## What to do
In the records below, count the lines that have "road" and answer with the number alone.

## Dataset entries
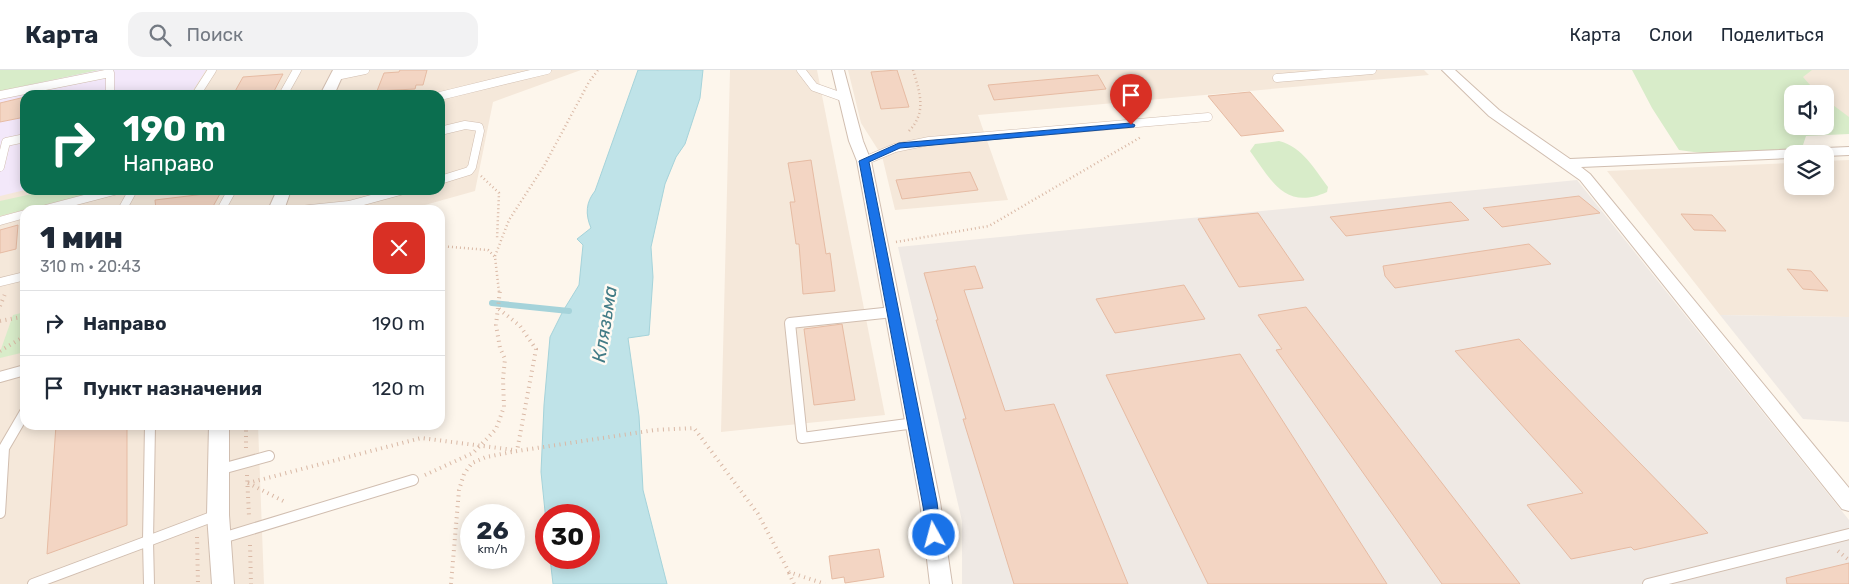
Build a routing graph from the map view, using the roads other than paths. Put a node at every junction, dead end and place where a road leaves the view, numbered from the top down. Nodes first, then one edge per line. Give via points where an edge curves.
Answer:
1 (212, 70) edge
2 (220, 70) edge
3 (297, 70) edge
4 (364, 70) edge
5 (547, 70) edge
6 (801, 70) edge
7 (838, 70) edge
8 (1372, 70) edge
9 (1448, 70) edge
10 (337, 73) edge
11 (1277, 78) dead end
12 (25, 90) edge
13 (110, 90) edge
14 (199, 90) edge
15 (286, 90) edge
16 (329, 90) edge
17 (20, 91) edge
18 (0, 95) edge
19 (445, 95) edge
20 (845, 98) junction
21 (1208, 117) dead end
22 (445, 129) edge
23 (20, 139) edge
24 (1849, 150) edge
25 (864, 161) junction
26 (1566, 164) junction
27 (0, 167) edge
28 (445, 179) edge
29 (99, 195) edge
30 (386, 195) edge
31 (61, 205) edge
32 (349, 205) edge
33 (20, 215) edge
34 (0, 221) edge
35 (20, 277) edge
36 (0, 282) edge
37 (893, 312) junction
38 (20, 371) edge
39 (0, 377) edge
40 (20, 420) edge
41 (915, 423) junction
42 (150, 430) edge
43 (219, 430) edge
44 (2, 449) edge
45 (269, 456) dead end
46 (218, 470) junction
47 (413, 480) road end
48 (1849, 503) edge
49 (0, 513) edge
50 (218, 515) junction
51 (1849, 534) edge
52 (219, 539) junction
53 (148, 541) junction
54 (33, 584) edge
55 (149, 584) edge
56 (223, 584) edge
57 (941, 584) edge
58 (1648, 584) edge

1 - 2 lane
1 - 14 lane
3 - 15 lane
4 - 10 lane
5 - 19 lane
6 - 20 lane via 814,89
7 - 20 street
8 - 11 lane
9 - 26 street via 1494,113
10 - 16 street
12 - 13 lane via 110,73
17 - 18 lane
20 - 25 street
21 - 25 lane via 929,141 899,145
22 - 28 lane via 468,125 478,127 480,131 472,167 463,174
23 - 27 lane via 6,142
24 - 26 street
25 - 37 street
26 - 48 street via 1585,177
29 - 31 lane
30 - 32 lane
33 - 34 lane
35 - 36 lane
37 - 41 street
37 - 41 lane via 790,323 802,438
38 - 39 lane
40 - 44 lane
41 - 57 street
42 - 53 lane
43 - 46 street
44 - 49 lane
45 - 46 lane
46 - 50 street
47 - 52 lane
50 - 52 street
50 - 53 lane
51 - 58 lane
52 - 56 street
53 - 54 lane
53 - 55 lane

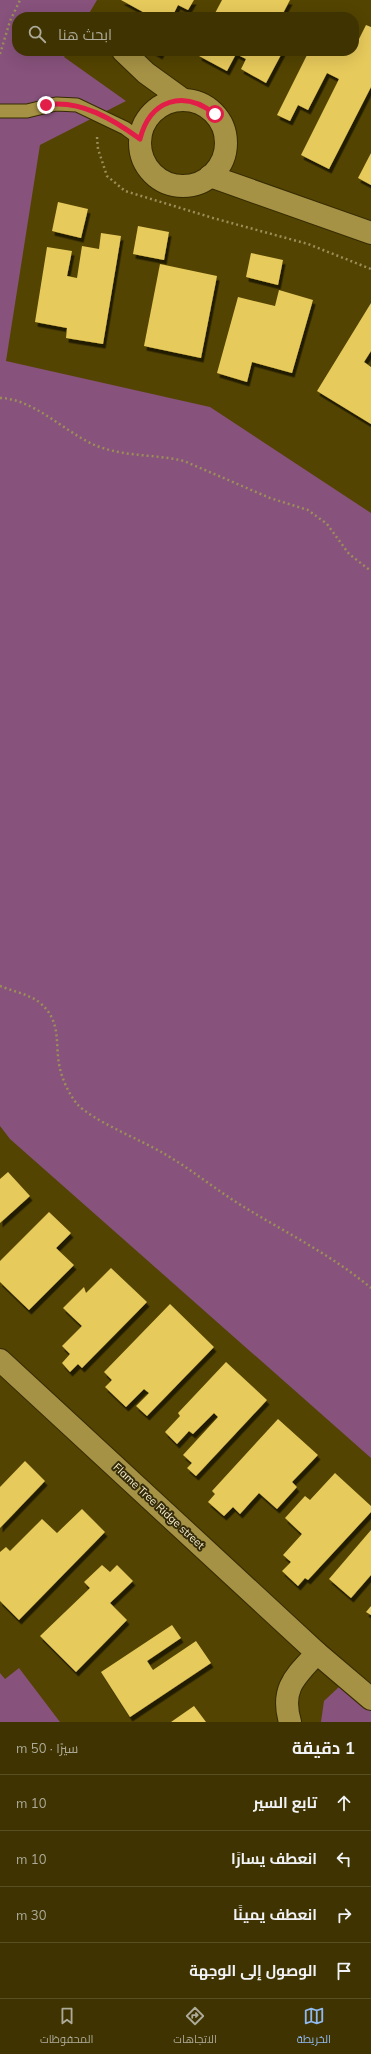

## Answer to this problem
2